Rho, Rac and Cdc42, three members of the Rho family of small GTPases, each control a signal transduction pathway linking membrane receptors to the assembly and disassembly of the actin cytoskeleton and of associated integrin adhesion complexes. Rho regulates stress fibre and focal adhesion assembly, Rac regulates the formation of lamellipodia protrusions and membrane ruffles, and Cdc42 triggers filopodial extensions at the cell periphery. These observations have led to the suggestion that wherever filamentous actin is used to drive a cellular process, Rho GTPases are likely to play an important regulatory role. Rho GTPases have also been reported to control other cellular activities, such as the JNK (c-Jun N-terminal kinase) and p38 MAPK (mitogen-activated protein kinase) cascades, an NADPH oxidase enzyme complex, the transcription factors NF-κB (nuclear factor κB) and SRF (serum-response factor), and progression through G1 of the cell cycle. Thus Rho, Rac and Cdc42 can regulate the actin cytoskeleton and gene transcription to promote co-ordinated changes in cell behaviour. We have been analysing the biochemical contributions of Rho GTPases in cell movement and have found that Rac controls cell protrusion, while Cdc42 controls cell polarity.
Regulation and biochemical activities
Rho GTPases belong to the Ras superfamily of small GTPases and are highly conserved throughout eukaryotes. To date, 20 genes encoding different members of the Rho family have been identified in the human genome, and it is assumed that each one acts as a molecular switch to control distinct biochemical pathways , although only Rho (three isoforms, RhoA, RhoB and RhoC), Rac (three isoforms, Rac1, Rac2 and Rac3) and Cdc42 have been studied in any great detail.
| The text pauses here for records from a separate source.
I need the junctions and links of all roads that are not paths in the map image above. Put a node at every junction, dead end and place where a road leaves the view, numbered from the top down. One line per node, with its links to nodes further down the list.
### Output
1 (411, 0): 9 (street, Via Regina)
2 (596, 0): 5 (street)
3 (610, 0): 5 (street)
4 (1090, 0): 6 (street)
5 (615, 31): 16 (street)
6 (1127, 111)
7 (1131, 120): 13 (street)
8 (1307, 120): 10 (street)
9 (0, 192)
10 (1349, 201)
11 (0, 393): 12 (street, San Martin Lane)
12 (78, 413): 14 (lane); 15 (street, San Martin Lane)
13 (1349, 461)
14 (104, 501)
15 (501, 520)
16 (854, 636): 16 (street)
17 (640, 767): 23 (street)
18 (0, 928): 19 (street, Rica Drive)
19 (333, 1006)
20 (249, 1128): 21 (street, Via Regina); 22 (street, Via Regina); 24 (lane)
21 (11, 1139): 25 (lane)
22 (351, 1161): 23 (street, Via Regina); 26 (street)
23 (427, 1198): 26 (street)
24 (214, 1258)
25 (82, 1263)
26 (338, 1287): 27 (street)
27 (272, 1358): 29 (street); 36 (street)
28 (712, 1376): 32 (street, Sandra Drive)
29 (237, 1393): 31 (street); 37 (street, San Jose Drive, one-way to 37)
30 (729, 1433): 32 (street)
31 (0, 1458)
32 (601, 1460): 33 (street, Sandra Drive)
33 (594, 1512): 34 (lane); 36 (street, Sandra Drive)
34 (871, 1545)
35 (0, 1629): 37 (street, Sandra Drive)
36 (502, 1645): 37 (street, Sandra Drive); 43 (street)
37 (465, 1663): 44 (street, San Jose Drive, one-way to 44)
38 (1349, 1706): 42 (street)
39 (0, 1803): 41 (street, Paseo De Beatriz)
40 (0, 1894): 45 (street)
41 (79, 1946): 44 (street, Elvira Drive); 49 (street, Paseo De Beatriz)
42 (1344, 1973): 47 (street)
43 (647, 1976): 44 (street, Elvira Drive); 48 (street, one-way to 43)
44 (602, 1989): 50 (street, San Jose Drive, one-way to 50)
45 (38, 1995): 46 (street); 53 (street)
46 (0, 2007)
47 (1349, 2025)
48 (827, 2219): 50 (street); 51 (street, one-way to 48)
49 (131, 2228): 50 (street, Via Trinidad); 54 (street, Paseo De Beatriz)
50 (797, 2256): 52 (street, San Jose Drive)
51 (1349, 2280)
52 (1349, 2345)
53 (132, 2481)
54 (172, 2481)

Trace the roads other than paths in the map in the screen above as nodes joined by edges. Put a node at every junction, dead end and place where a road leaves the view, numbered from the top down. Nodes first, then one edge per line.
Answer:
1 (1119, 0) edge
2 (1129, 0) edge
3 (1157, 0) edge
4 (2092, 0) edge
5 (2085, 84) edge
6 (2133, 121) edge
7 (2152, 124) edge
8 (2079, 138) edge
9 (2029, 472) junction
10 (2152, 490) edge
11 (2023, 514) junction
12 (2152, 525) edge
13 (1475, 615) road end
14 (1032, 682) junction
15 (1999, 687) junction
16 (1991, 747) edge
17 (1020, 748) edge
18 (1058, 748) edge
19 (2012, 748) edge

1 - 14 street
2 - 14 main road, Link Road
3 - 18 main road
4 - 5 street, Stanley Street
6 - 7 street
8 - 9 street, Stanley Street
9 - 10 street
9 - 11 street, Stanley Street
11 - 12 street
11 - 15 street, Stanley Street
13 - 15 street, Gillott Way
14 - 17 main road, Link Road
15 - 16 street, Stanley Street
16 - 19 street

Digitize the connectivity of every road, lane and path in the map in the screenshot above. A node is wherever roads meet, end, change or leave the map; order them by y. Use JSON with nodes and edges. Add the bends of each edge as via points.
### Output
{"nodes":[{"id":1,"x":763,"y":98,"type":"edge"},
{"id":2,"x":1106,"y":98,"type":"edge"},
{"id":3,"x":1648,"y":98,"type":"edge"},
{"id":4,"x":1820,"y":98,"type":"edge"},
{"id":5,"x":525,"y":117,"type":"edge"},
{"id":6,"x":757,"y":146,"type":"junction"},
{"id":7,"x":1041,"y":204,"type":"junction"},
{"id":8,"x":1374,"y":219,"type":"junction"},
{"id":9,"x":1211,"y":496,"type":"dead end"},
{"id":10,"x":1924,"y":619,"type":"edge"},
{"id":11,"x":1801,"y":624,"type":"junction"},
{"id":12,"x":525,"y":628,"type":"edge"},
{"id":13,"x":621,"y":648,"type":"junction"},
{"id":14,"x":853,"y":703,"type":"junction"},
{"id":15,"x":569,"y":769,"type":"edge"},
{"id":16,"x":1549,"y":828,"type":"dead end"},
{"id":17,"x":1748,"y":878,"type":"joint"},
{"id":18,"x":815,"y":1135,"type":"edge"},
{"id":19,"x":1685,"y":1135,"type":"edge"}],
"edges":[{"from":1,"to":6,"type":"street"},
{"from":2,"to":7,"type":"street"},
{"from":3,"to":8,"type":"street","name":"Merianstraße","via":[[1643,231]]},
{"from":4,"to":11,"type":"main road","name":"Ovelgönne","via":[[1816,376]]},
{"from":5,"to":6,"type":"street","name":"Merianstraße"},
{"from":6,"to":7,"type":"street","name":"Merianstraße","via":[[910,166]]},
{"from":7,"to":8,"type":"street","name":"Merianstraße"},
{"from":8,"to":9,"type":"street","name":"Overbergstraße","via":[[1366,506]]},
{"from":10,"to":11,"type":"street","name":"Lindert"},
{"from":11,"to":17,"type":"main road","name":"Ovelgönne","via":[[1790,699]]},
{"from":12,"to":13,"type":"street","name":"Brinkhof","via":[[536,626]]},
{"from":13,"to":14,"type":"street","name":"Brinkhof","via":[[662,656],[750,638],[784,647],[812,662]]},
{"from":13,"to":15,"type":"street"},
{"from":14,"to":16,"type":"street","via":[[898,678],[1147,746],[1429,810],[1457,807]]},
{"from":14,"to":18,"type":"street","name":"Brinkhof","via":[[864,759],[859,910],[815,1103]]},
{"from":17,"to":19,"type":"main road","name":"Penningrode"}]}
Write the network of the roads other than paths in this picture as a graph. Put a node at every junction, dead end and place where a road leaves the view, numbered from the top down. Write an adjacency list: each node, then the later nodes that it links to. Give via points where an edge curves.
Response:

Like all regulatory GTPases, these proteins exist in an inactive GDP-bound conformation and an active GTP-bound conformation (Figure 1). Their interconversion is tightly controlled by a large family (85 in mammals) of GEFs (guanine nucleotide-exchange factors) that increase GDP/GTP exchange rates. Many GEFs were originally identified as oncogenes after transfection of immortalized fibroblast cell lines with cDNA expression libraries and they all share a common feature: a DH (Dbl homology) domain adjacent to a PH (pleckstrin homology) domain. However, more recently, another, smaller, family of Rho GEFs has been identified related to the founding member DOCK180 (dedicator of cytokinesis 180) [2–4]. It is still very unclear how GEFs are themselves regulated, but it is quite likely that this will be central to understanding the mechanisms that underlie the spatial, as well as the temporal, activation of GTPases within a cell in response to outside influences. An equally large family of GAPs (GTPase-activating proteins) that stimulate the intrinsic GTPase activity of Rho GTPases has been identified . Although they are likely to down-regulate GTPase signalling, even less is known about how they are recruited and activated.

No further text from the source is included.